Ask around Big Ten country for a sleeper team in the conference this season, and you’ll hear Purdue mentioned a lot. The Boilermakers are coming off their first nine-win season since 2003 and have Aidan O’Connell back at QB after an outstanding campaign. It’s the first time in the Jeff Brohm era that Purdue enters the summer without questions about who will be the team’s starting signal caller. Still, while I understand the buzz and belief that the Boilermakers are poised to surprise in a Big Ten West without a clear favorite, I’m pumping the brakes a bit.

Like others on this list, Purdue had success in one-score games, going 3-1. The wins came by a total of 12 points against Illinois, Nebraska and Tennessee (combined 15-22 record). While it had a seven-point loss at home to Minnesota, Purdue’s other three losses to Notre Dame, Wisconsin and Ohio State came by an average of 19.7 points with the closest being a 14-point defeat at the hands of the Fighting Irish.

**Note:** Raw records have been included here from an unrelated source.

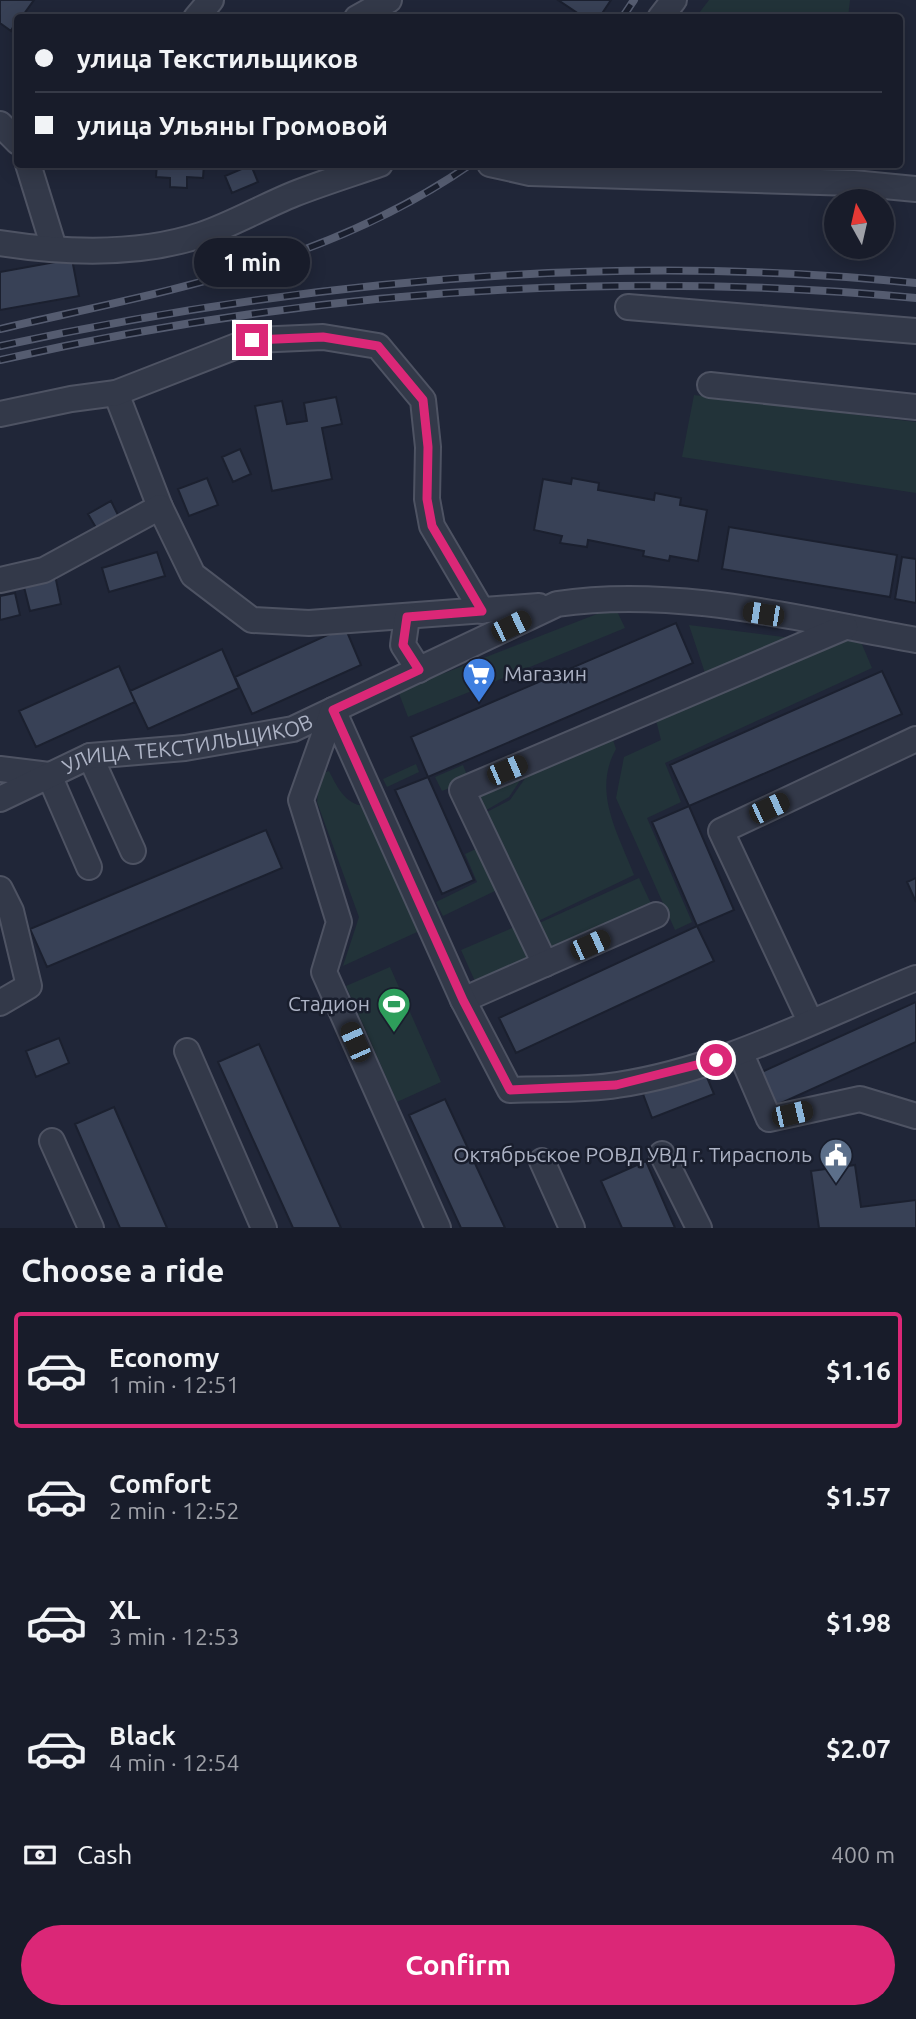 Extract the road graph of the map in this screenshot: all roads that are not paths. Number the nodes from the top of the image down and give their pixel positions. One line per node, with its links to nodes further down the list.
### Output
1 (211, 0): 4 (street)
2 (389, 0): 5 (street)
3 (674, 0): 6 (street)
4 (199, 14)
5 (364, 14)
6 (663, 14)
7 (29, 168): 13 (street)
8 (368, 168): 13 (street)
9 (508, 168): 10 (street)
10 (591, 169): 11 (street)
11 (916, 189)
12 (0, 243): 13 (street)
13 (54, 248)
14 (628, 307): 15 (street)
15 (916, 331)
16 (710, 385): 18 (street)
17 (116, 393): 19 (street); 20 (street); 23 (street)
18 (916, 407)
19 (0, 414)
20 (160, 507): 21 (street); 24 (street)
21 (0, 580)
22 (557, 604): 23 (street); 25 (street, УЛИЦА ТЕКСТИЛЬЩИКОВ); 27 (street, УЛИЦА ТЕКСТИЛЬЩИКОВ)
23 (482, 611): 24 (street)
24 (407, 617): 27 (street)
25 (845, 627): 26 (street, УЛИЦА ТЕКСТИЛЬЩИКОВ); 38 (street)
26 (916, 640)
27 (419, 670): 28 (street, УЛИЦА ТЕКСТИЛЬЩИКОВ)
28 (333, 710): 30 (street, УЛИЦА ТЕКСТИЛЬЩИКОВ); 40 (street); 51 (street)
29 (916, 739): 42 (street)
30 (90, 756): 32 (street, УЛИЦА ТЕКСТИЛЬЩИКОВ); 34 (street)
31 (0, 769): 32 (street, УЛИЦА ТЕКСТИЛЬЩИКОВ)
32 (49, 775): 33 (street, УЛИЦА ТЕКСТИЛЬЩИКОВ); 35 (street, УЛИЦА ТЕКСТИЛЬЩИКОВ)
33 (0, 799)
34 (133, 851)
35 (89, 867)
36 (0, 889): 41 (street)
37 (656, 915): 38 (street)
38 (545, 964): 40 (street)
39 (916, 978): 42 (street)
40 (463, 1000): 44 (street)
41 (0, 1003)
42 (810, 1021): 44 (street)
43 (187, 1051): 50 (street)
44 (741, 1054): 45 (street)
45 (916, 1116)
46 (52, 1141): 49 (street)
47 (662, 1154): 53 (street)
48 (542, 1161): 52 (street)
49 (91, 1228)
50 (264, 1228)
51 (438, 1228)
52 (572, 1228)
53 (699, 1228) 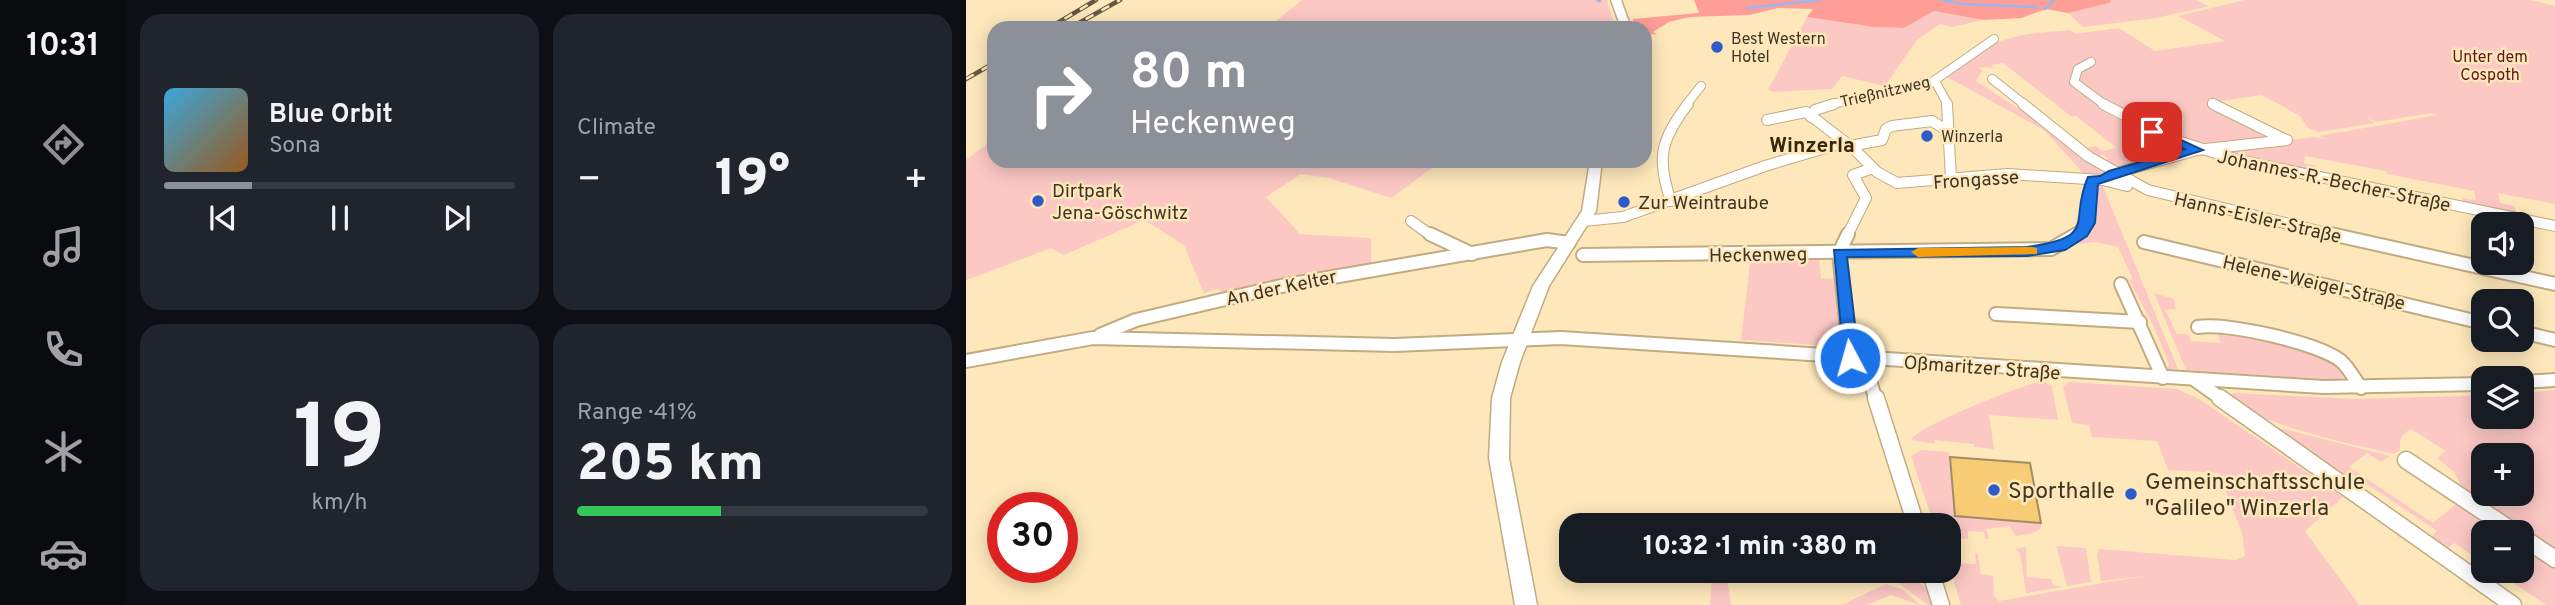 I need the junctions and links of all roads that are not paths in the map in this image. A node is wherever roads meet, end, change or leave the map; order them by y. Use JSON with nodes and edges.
{"nodes":[{"id":1,"x":1616,"y":0,"type":"edge"},
{"id":2,"x":1624,"y":21,"type":"edge"},
{"id":3,"x":1994,"y":39,"type":"dead end"},
{"id":4,"x":2091,"y":62,"type":"dead end"},
{"id":5,"x":1992,"y":79,"type":"dead end"},
{"id":6,"x":1935,"y":81,"type":"junction"},
{"id":7,"x":1701,"y":86,"type":"dead end"},
{"id":8,"x":2212,"y":103,"type":"dead end"},
{"id":9,"x":1811,"y":117,"type":"junction"},
{"id":10,"x":1767,"y":120,"type":"dead end"},
{"id":11,"x":1951,"y":133,"type":"junction"},
{"id":12,"x":1847,"y":144,"type":"junction"},
{"id":13,"x":2197,"y":150,"type":"junction"},
{"id":14,"x":1596,"y":168,"type":"edge"},
{"id":15,"x":1873,"y":168,"type":"junction"},
{"id":16,"x":2113,"y":173,"type":"junction"},
{"id":17,"x":1951,"y":178,"type":"junction"},
{"id":18,"x":2097,"y":180,"type":"junction"},
{"id":19,"x":2148,"y":190,"type":"junction"},
{"id":20,"x":1671,"y":201,"type":"junction"},
{"id":21,"x":1410,"y":221,"type":"dead end"},
{"id":22,"x":1584,"y":221,"type":"junction"},
{"id":23,"x":2555,"y":226,"type":"edge"},
{"id":24,"x":2144,"y":242,"type":"dead end"},
{"id":25,"x":1569,"y":243,"type":"junction"},
{"id":26,"x":1839,"y":253,"type":"junction"},
{"id":27,"x":1472,"y":254,"type":"junction"},
{"id":28,"x":1583,"y":255,"type":"dead end"},
{"id":29,"x":2121,"y":284,"type":"dead end"},
{"id":30,"x":2555,"y":284,"type":"edge"},
{"id":31,"x":1996,"y":314,"type":"dead end"},
{"id":32,"x":2471,"y":320,"type":"edge"},
{"id":33,"x":2140,"y":322,"type":"junction"},
{"id":34,"x":2198,"y":327,"type":"dead end"},
{"id":35,"x":2534,"y":335,"type":"edge"},
{"id":36,"x":1093,"y":338,"type":"junction"},
{"id":37,"x":1519,"y":340,"type":"junction"},
{"id":38,"x":2555,"y":341,"type":"edge"},
{"id":39,"x":1856,"y":358,"type":"junction"},
{"id":40,"x":966,"y":361,"type":"edge"},
{"id":41,"x":2163,"y":378,"type":"junction"},
{"id":42,"x":2194,"y":380,"type":"junction"},
{"id":43,"x":2555,"y":380,"type":"edge"},
{"id":44,"x":2534,"y":381,"type":"edge"},
{"id":45,"x":2471,"y":384,"type":"edge"},
{"id":46,"x":2361,"y":388,"type":"junction"},
{"id":47,"x":2406,"y":460,"type":"dead end"},
{"id":48,"x":1912,"y":513,"type":"edge"},
{"id":49,"x":2496,"y":520,"type":"edge"},
{"id":50,"x":2534,"y":545,"type":"edge"},
{"id":51,"x":2555,"y":559,"type":"edge"},
{"id":52,"x":1934,"y":583,"type":"edge"},
{"id":53,"x":1526,"y":605,"type":"edge"},
{"id":54,"x":1941,"y":605,"type":"edge"},
{"id":55,"x":2513,"y":605,"type":"edge"}],
"edges":[{"from":1,"to":2,"type":"street"},
{"from":3,"to":6,"type":"street","name":"Trießnitzweg"},
{"from":4,"to":13,"type":"street","name":"Johannes-R.-Becher-Straße"},
{"from":5,"to":16,"type":"street","name":"Hanns-Eisler-Straße"},
{"from":6,"to":9,"type":"street","name":"Trießnitzweg"},
{"from":6,"to":11,"type":"street"},
{"from":7,"to":20,"type":"street"},
{"from":8,"to":13,"type":"street"},
{"from":9,"to":10,"type":"street","name":"Trießnitzweg"},
{"from":9,"to":12,"type":"street","name":"Trießnitzweg"},
{"from":11,"to":12,"type":"street"},
{"from":11,"to":17,"type":"street"},
{"from":12,"to":15,"type":"street","name":"Frongasse"},
{"from":12,"to":20,"type":"street"},
{"from":13,"to":16,"type":"street"},
{"from":13,"to":23,"type":"street","name":"Johannes-R.-Becher-Straße"},
{"from":14,"to":22,"type":"street"},
{"from":15,"to":17,"type":"street","name":"Frongasse"},
{"from":15,"to":26,"type":"street"},
{"from":16,"to":18,"type":"street"},
{"from":16,"to":19,"type":"street","name":"Hanns-Eisler-Straße"},
{"from":17,"to":18,"type":"street","name":"Frongasse"},
{"from":18,"to":19,"type":"street","name":"Frongasse"},
{"from":18,"to":26,"type":"street","name":"Heckenweg"},
{"from":19,"to":30,"type":"street","name":"Hanns-Eisler-Straße"},
{"from":20,"to":22,"type":"street"},
{"from":21,"to":27,"type":"street"},
{"from":22,"to":25,"type":"street"},
{"from":24,"to":32,"type":"street","name":"Helene-Weigel-Straße"},
{"from":25,"to":27,"type":"street","name":"An der Kelter"},
{"from":25,"to":37,"type":"street"},
{"from":26,"to":28,"type":"street","name":"Heckenweg"},
{"from":26,"to":39,"type":"street"},
{"from":27,"to":36,"type":"street","name":"An der Kelter"},
{"from":29,"to":33,"type":"street"},
{"from":31,"to":33,"type":"street"},
{"from":33,"to":41,"type":"street"},
{"from":34,"to":46,"type":"street"},
{"from":35,"to":38,"type":"street"},
{"from":36,"to":37,"type":"street","name":"Oßmaritzer Straße"},
{"from":36,"to":40,"type":"street"},
{"from":37,"to":39,"type":"street","name":"Oßmaritzer Straße"},
{"from":37,"to":53,"type":"street"},
{"from":39,"to":41,"type":"street","name":"Oßmaritzer Straße"},
{"from":39,"to":48,"type":"street"},
{"from":41,"to":42,"type":"street","name":"Oßmaritzer Straße"},
{"from":42,"to":46,"type":"street","name":"Oßmaritzer Straße"},
{"from":42,"to":55,"type":"street"},
{"from":43,"to":44,"type":"street"},
{"from":45,"to":46,"type":"street","name":"Oßmaritzer Straße"},
{"from":47,"to":49,"type":"street"},
{"from":50,"to":51,"type":"street"},
{"from":52,"to":54,"type":"street"}]} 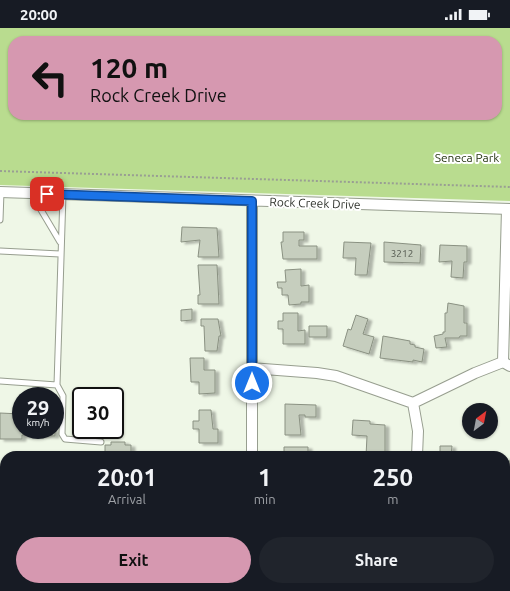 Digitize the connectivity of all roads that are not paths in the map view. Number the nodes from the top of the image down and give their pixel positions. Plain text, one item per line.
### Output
1 (0, 192) edge
2 (31, 193) junction
3 (63, 194) junction
4 (252, 201) junction
5 (508, 209) edge
6 (0, 220) edge
7 (60, 243) junction
8 (0, 251) edge
9 (60, 254) junction
10 (506, 364) edge
11 (252, 368) junction
12 (0, 381) edge
13 (58, 385) junction
14 (413, 403) junction
15 (101, 442) dead end
16 (252, 451) edge
17 (417, 451) edge

1 - 2 street, Rock Creek Drive
1 - 6 lane
2 - 3 street, Rock Creek Drive
2 - 7 lane
3 - 4 street, Rock Creek Drive
3 - 7 lane
4 - 5 street, Rock Creek Drive
4 - 11 street
5 - 10 street
7 - 9 lane
8 - 9 lane
9 - 13 lane
10 - 14 street
11 - 14 street
11 - 16 street
12 - 13 lane
13 - 15 lane
14 - 17 street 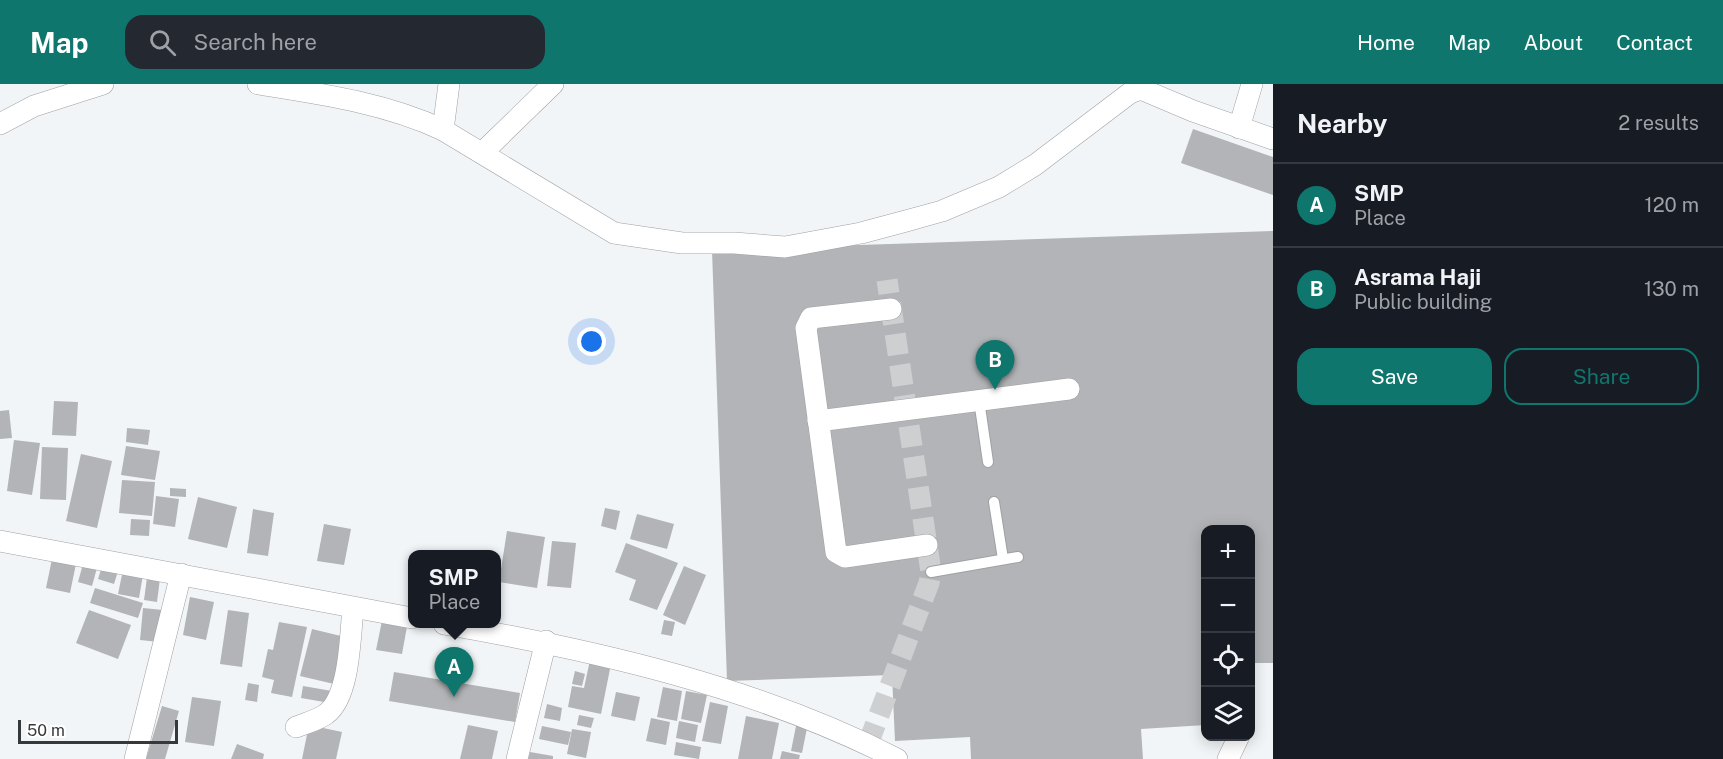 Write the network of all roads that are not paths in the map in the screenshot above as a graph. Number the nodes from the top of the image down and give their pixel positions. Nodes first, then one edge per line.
1 (103, 84) edge
2 (258, 84) edge
3 (449, 84) edge
4 (553, 84) edge
5 (1252, 84) edge
6 (0, 124) edge
7 (1239, 128) junction
8 (443, 130) junction
9 (1273, 139) edge
10 (482, 153) junction
11 (891, 309) dead end
12 (1069, 389) dead end
13 (979, 400) junction
14 (818, 421) junction
15 (988, 462) dead end
16 (994, 502) dead end
17 (0, 541) edge
18 (927, 545) dead end
19 (1018, 557) dead end
20 (1003, 559) junction
21 (931, 572) dead end
22 (181, 574) junction
23 (353, 608) junction
24 (408, 617) edge
25 (468, 628) edge
26 (546, 641) junction
27 (296, 727) dead end
28 (1237, 741) edge
29 (135, 759) edge
30 (518, 759) edge
31 (897, 759) edge
32 (1228, 759) edge

1 - 6 street
2 - 8 street
3 - 8 street
4 - 10 street
5 - 7 street
7 - 9 street
7 - 10 street
8 - 10 street
11 - 14 street
12 - 13 street
13 - 14 street
13 - 15 lane
14 - 18 street
16 - 20 lane
17 - 22 street
19 - 20 lane
20 - 21 lane
22 - 23 street
22 - 29 street
23 - 24 street
23 - 27 street
25 - 26 street
26 - 30 street
26 - 31 street
28 - 32 street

Purdue must also replace its most dependable player on offense in WR David Bell and its most disruptive force on defense in pass rusher George Karlaftis. Finally, the schedule doesn’t offer many breaks. While they avoid Ohio State and Michigan from the East, the Boilermakers will be on the road for games against Syracuse, Minnesota, Maryland, Wisconsin, Illinois and Indiana. In other words, a lot of the winnable games will be played outside West Lafayette, Indiana, and home games against Penn State and Iowa won’t be cakewalks. It took 18 years for Purdue to win nine games again after 2003, and while I don’t think it’ll take another 18 for it to happen again, it’s probably going to take at least two.